Create a new Word document and add a section to it.
Iterate through all sections and body child objects, and check if they are paragraphs or tables.
- If it is a table, add it to the new document using the Section.Body.ChildObjects.Add() method.
- If it is a paragraph, clone it to the new Word document and loop through child objects of paragraphs, then check if they are page breaks. If yes, get its index using Paragraph.ChildObjects.IndexOf() method and remove it using the ChildObjects.RemoveAt() method.
Save the modified Word documents as multiple individual files with the Document.SaveToFile() method.

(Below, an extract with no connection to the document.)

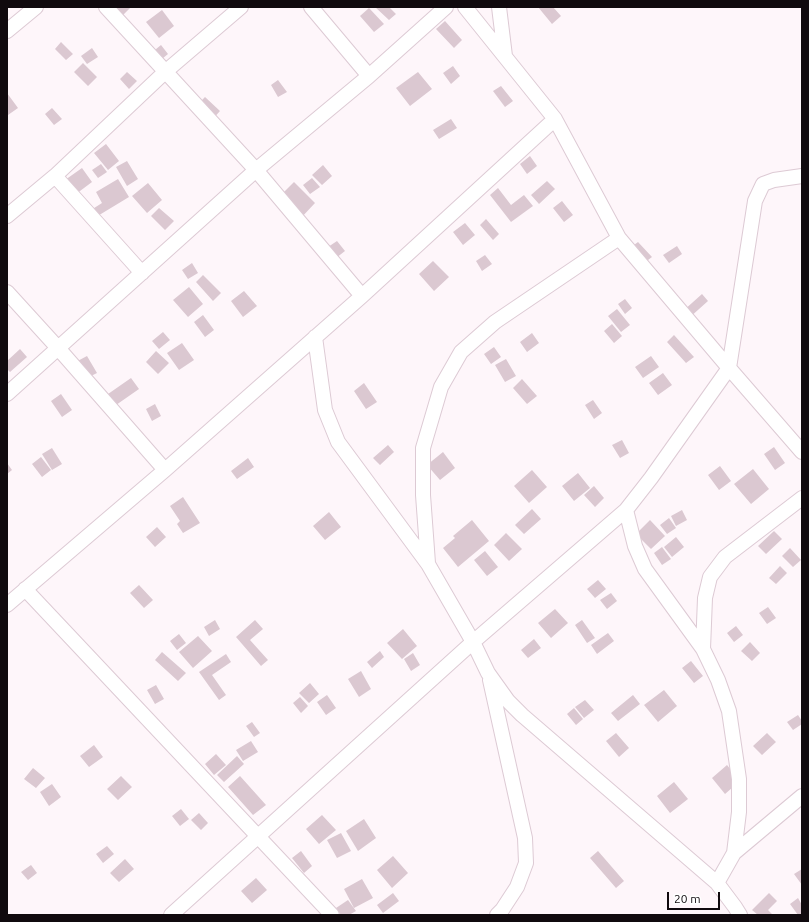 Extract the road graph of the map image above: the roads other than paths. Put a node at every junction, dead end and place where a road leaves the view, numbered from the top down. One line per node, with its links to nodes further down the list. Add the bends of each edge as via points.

Here is the code example of spliting a Word document by page breaks:

from spire.doc import *
from spire.doc.common import *

# Create an instance of Document
original = Document()
# Load a Word document
original.LoadFromFile("/AI-Generated Art.docx")

# Create a new Word document and add a section to it
newWord = Document()
section = newWord.AddSection()
original.CloneDefaultStyleTo(newWord)
original.CloneThemesTo(newWord)
original.CloneCompatibilityTo(newWord)

index = 0
# Iterate through all sections of the original document
for m in range(original.Sections.Count):
    sec = original.Sections.get_Item(m)
    # Iterate through all body child objects of each section
    for k in range(sec.Body.ChildObjects.Count):
        obj = sec.Body.ChildObjects.get_Item(k)
        if isinstance(obj, Paragraph):
            para = obj if isinstance(obj, Paragraph) else None
            sec.CloneSectionPropertiesTo(section)
            # Add paragraph object in original section into section of new document
            section.Body.ChildObjects.Add(para.Clone())
            for j in range(para.ChildObjects.Count):
                parobj = para.ChildObjects.get_Item(j)
                if isinstance(parobj, Break) and ( parobj if isinstance(parobj, Break) else None).BreakType == BreakType.PageBreak:
                    # Get the index of page break in paragraph
                    i = para.ChildObjects.IndexOf(parobj)
                    # Remove the page break from its paragraph
                    section.Body.LastParagraph.ChildObjects.RemoveAt(i)
                    # Save the new document
                    resultF = outputFolder
                    resultF += "SplitByPageBreak-{0}.docx".format(index)
                    newWord.SaveToFile(resultF, FileFormat.Docx)
                    index += 1
                    # Create a new document and add a section
                    newWord = Document()
                    section = newWord.AddSection()
                    original.CloneDefaultStyleTo(newWord)
                    original.CloneThemesTo(newWord)
                    original.CloneCompatibilityTo(newWord)
                    sec.CloneSectionPropertiesTo(section)
                    # Add paragraph object in original section into section of new document
                    section.Body.ChildObjects.Add(para.Clone())
                    if section.Paragraphs[0].ChildObjects.Count == 0:
                        # Remove the first blank paragraph
                        section.Body.ChildObjects.RemoveAt(0)
                    else:
                        # Remove the child objects before the page break
                        while i >= 0:
                            section.Paragraphs[0].ChildObjects.RemoveAt(i)
                            i -= 1
        if isinstance(obj, Table):
            # Add table object in original section into section of new document
            section.Body.ChildObjects.Add(obj.Clone())

# Save the document
result = f"/SplitDocument/SplitByPageBreak-{index}.docx"
newWord.SaveToFile(result, FileFormat.Docx2013)
newWord.Close()

Python Split Word Documents by Page Breaks

How to Split Word Documents by Headings

Sometimes, splitting a Word document by headings is the most logical choice, as the text under each heading typically relates to a specific topic or section. This method is ideal for creating separate documents by chapters, making it easier to organize, share, or process the content systematically.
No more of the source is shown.